1 min de lecture Santé

Malformations : après la Dépakine, d'autres antiépileptiques à risque

L'Agence du médicament alerte les femmes enceintes contre la prise de cinq antiépileptiques qui présenteraient un risque de malformation pour les fœtus. Elle confirme que la Dépakine et ses dérivés sont les plus risqués.

Des plaquettes de médicaments (illustration)
Des plaquettes de médicaments (illustration) Crédit : GILE MICHEL/SIPA
Sarah Duhieu
Sarah Duhieu
et AFP

Trois ans après la révélation du scandale de la Dépakine, de nouveaux antiépileptiques sont pointés du doigt. Cinq médicaments présenteraient eux aussi un risque de malformations pour les enfants exposés dans le ventre de leur mère, selon un rapport de l'Agence du médicament (ANSM) publié ce jeudi 25 avril.

Les antiépileptiques concernés sont le topiramate (Epitomax et ses génériques), le phénobarbital (Gardenal, Alepsal), la primidone (Mysoline), la carbamazépine (Tegretol) et la phénytoïne (Di-Hydan). Lorsqu'une femme enceinte prend l'un de ces médicaments, le risque de malformations du fœtus est multiplié par trois.

L'Epitomax entraîne par exemple un risque accru de malformations orales de type bec de lièvre et d'une anomalie au niveau de la verge, avec l'orifice de l'urètre anormalement positionné. Cet antiépileptique prescrit à des femmes en âge de procréer, parfois détourné "à des fins amaigrissantes ou pour des troubles bipolaires", comporte également un "risque potentiel de troubles neuro-développementaux".

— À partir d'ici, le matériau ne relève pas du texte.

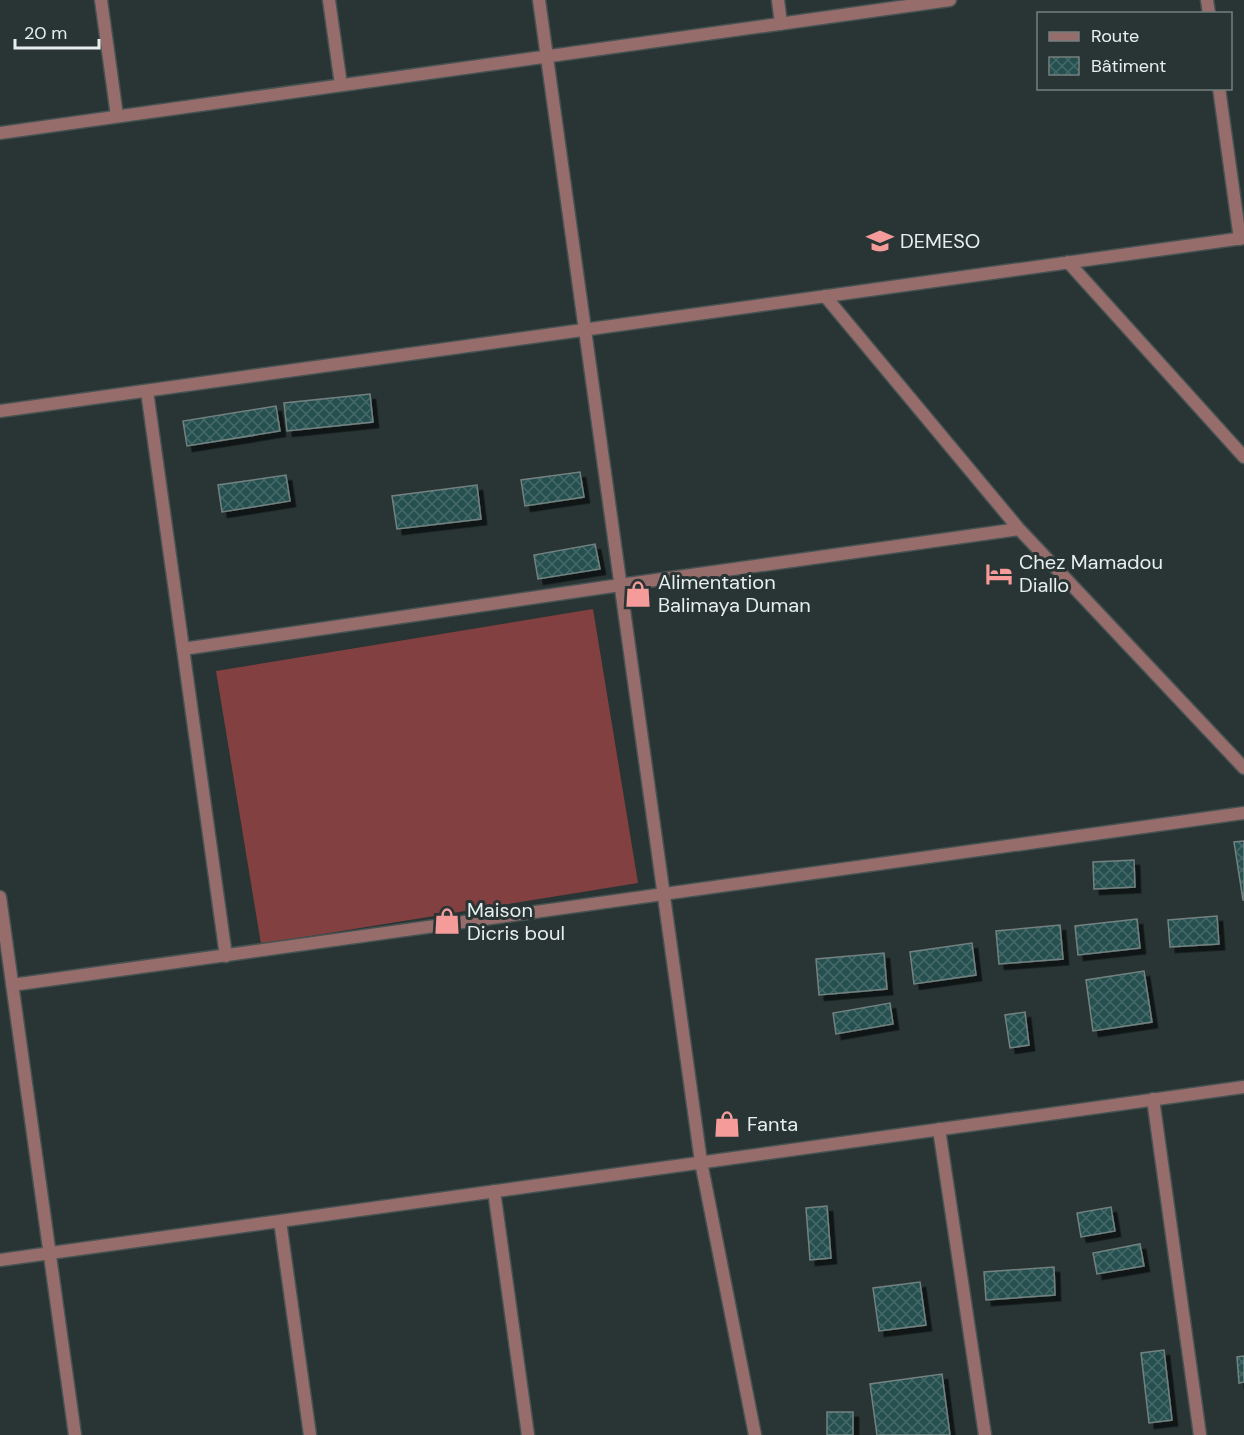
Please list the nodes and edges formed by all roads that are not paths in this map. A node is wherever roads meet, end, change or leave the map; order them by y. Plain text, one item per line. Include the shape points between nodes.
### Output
1 (100, 0) edge
2 (329, 0) edge
3 (539, 0) edge
4 (778, 0) edge
5 (950, 0) edge
6 (781, 24) junction
7 (547, 57) junction
8 (341, 85) junction
9 (1219, 90) edge
10 (117, 116) junction
11 (0, 133) edge
12 (1242, 238) edge
13 (1068, 262) junction
14 (825, 296) junction
15 (585, 330) junction
16 (147, 391) junction
17 (0, 411) edge
18 (1244, 457) edge
19 (1019, 529) junction
20 (620, 585) junction
21 (183, 649) junction
22 (1244, 768) edge
23 (1244, 813) edge
24 (664, 895) junction
25 (0, 897) edge
26 (226, 956) junction
27 (12, 985) junction
28 (1244, 1087) edge
29 (1153, 1099) junction
30 (939, 1129) junction
31 (701, 1162) junction
32 (494, 1191) junction
33 (280, 1221) junction
34 (50, 1253) junction
35 (0, 1260) edge
36 (75, 1435) edge
37 (310, 1435) edge
38 (528, 1435) edge
39 (755, 1435) edge
40 (985, 1435) edge
41 (1200, 1435) edge

1 - 10 street
2 - 8 street
3 - 7 street
4 - 6 street
5 - 6 street
6 - 7 street
7 - 8 street
7 - 15 street
8 - 10 street
9 - 12 street
10 - 11 street
12 - 13 street
13 - 14 street
13 - 18 street
14 - 15 street
14 - 19 street
15 - 16 street
15 - 20 street
16 - 17 street
16 - 21 street
19 - 20 street
19 - 22 street
20 - 21 street
20 - 24 street
21 - 26 street
23 - 24 street
24 - 26 street
24 - 31 street
25 - 27 street
26 - 27 street
27 - 34 street
28 - 29 street
29 - 30 street
29 - 41 street
30 - 31 street
30 - 40 street
31 - 32 street
31 - 39 street
32 - 33 street
32 - 38 street
33 - 34 street
33 - 37 street
34 - 35 street
34 - 36 street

La Dépakine, antiépileptique le plus risqué

Ce rapport confirme que la Dépakine et ses dérivés sont les antiépileptiques les plus à risque. "Avec le valproate (la substance active de ces médicaments), le risque (de malformations) est multiplié par cinq", explique le Dr Philippe Vella, un responsable médicaments à l'ANSM.

Jusqu'à 30.000 enfants pourraient avoir été atteints par des troubles de développement (autistiques, retards mentaux, difficultés ou retards de langage...) après avoir été exposés à ce médicament dans le ventre de leur mère ces cinquante dernières années. S'y ajoutaient 2.000 à 4.000 victimes de malformations majeures.
  
En France, 100.000 patientes épileptiques seraient en âge de procréer. La majorité est traitée par des antiépileptiques. Certains de ces médicaments ont aussi d'autres indications, comme pour des pathologies psychiatriques. L'ANSM réunira un comité d'experts indépendants le 14 mai pour proposer des mesures complémentaires de réduction des risques.